This verse is easy to misunderstand without an understanding of the culture that produced it. It helps to read it very literally: If someone strikes you on the right cheek, turn to him the other also.
Why is that significant? Think back to the Old Testament, where it would explicitly point out anytime someone was left-handed, because that was thought to be really weird. Being right-handed was the norm, and that's an important part of this verse.
It would be very awkward for a right-handed person bent on doing harm to attack someone standing in front of them by striking them on the right side of their face. The only convenient strike that works this way is a backhanded slap, which is very different in nature: an insult, not an assault. Understanding this changes the meaning of the verse greatly:
Do not let evil men provoke you. If someone insults you with a backhanded slap, do not respond to the provocation, but turn your other cheek instead.

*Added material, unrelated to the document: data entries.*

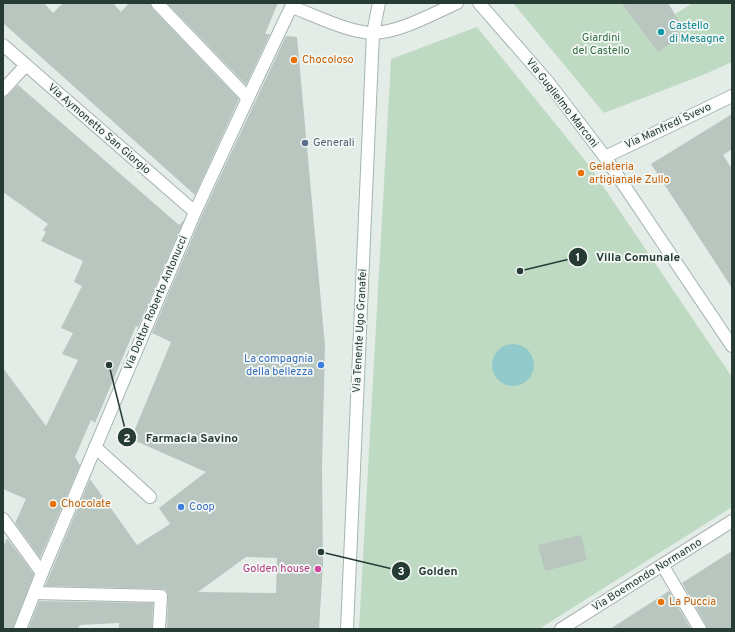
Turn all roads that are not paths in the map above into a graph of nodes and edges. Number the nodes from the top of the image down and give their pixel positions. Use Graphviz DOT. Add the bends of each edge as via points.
graph roads {
  1 [pos="157,3"];
  2 [pos="379,3"];
  3 [pos="457,3"];
  4 [pos="479,3"];
  5 [pos="292,5"];
  6 [pos="373,33"];
  7 [pos="3,45"];
  8 [pos="26,65"];
  9 [pos="3,90"];
  10 [pos="732,96"];
  11 [pos="248,98"];
  12 [pos="605,156"];
  13 [pos="195,212"];
  14 [pos="732,346"];
  15 [pos="95,447"];
  16 [pos="150,497"];
  17 [pos="3,519"];
  18 [pos="732,521"];
  19 [pos="663,566"];
  20 [pos="42,574"];
  21 [pos="35,593"];
  22 [pos="20,629"];
  23 [pos="159,629"];
  24 [pos="347,629"];
  25 [pos="561,629"];
  26 [pos="700,629"];
  1 -- 11 [label="main road"];
  2 -- 6 [label="main road, Via Tenente Ugo Granafei"];
  3 -- 6 [label="main road" via="399,28"];
  4 -- 12 [label="main road, Via Guglielmo Marconi" via="548,82"];
  5 -- 6 [label="main road" via="350,29"];
  5 -- 11 [label="main road, Via Dottor Roberto Antonucci"];
  6 -- 24 [label="main road, Via Tenente Ugo Granafei"];
  7 -- 8 [label="main road, Via Aymonetto San Giorgio"];
  8 -- 9 [label="main road"];
  8 -- 13 [label="main road, Via Aymonetto San Giorgio"];
  10 -- 12 [label="main road, Via Manfredi Svevo"];
  11 -- 13 [label="main road, Via Dottor Roberto Antonucci"];
  12 -- 14 [label="main road, Via Guglielmo Marconi"];
  13 -- 15 [label="main road, Via Dottor Roberto Antonucci"];
  15 -- 16 [label="main road"];
  15 -- 20 [label="main road, Via Dottor Roberto Antonucci"];
  17 -- 20 [label="main road"];
  18 -- 19 [label="main road, Via Boemondo Normanno"];
  19 -- 25 [label="main road, Via Boemondo Normanno"];
  19 -- 26 [label="main road"];
  20 -- 21 [label="main road, Via Dottor Roberto Antonucci"];
  21 -- 22 [label="main road, Via Dottor Roberto Antonucci"];
  21 -- 23 [label="main road" via="160,596"];
}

This is in the same character as the other verses around it, particularly the one about being forced to go a mile with someone (which a Roman citizen could legally force a Jew to do). There were Jews at that time who thought their religious duty was to resist Roman occupation in any way they could, including by killing Romans. If the followers of Christ got mixed up in that, they would have ended up sharing his fate, execution at Roman hands, which would have seriously impeded the church's ability to grow. So the message is, make it absolutely clear that you're going along with the law, so no one has any excuse to try to use the law to make even more trouble for you.
Also, keep in mind that when they were actually in real danger from people who were determined not to let the law get in the way of what they wanted:
Luke 22: 35-36
35 he said unto them, When I sent you without purse, and scrip, and shoes, lacked ye any thing? And they said, Nothing.
36 Then said he unto them, But now, he that hath a purse, let him take it, and likewise his scrip: and he that hath no sword, let him sell his garment, and buy one.
Two different directives for two different points in time, but both with the same objective: to keep his disciples safe from harm. These two principles should provide a firm foundation for a Christian to base his understanding of self-defense on.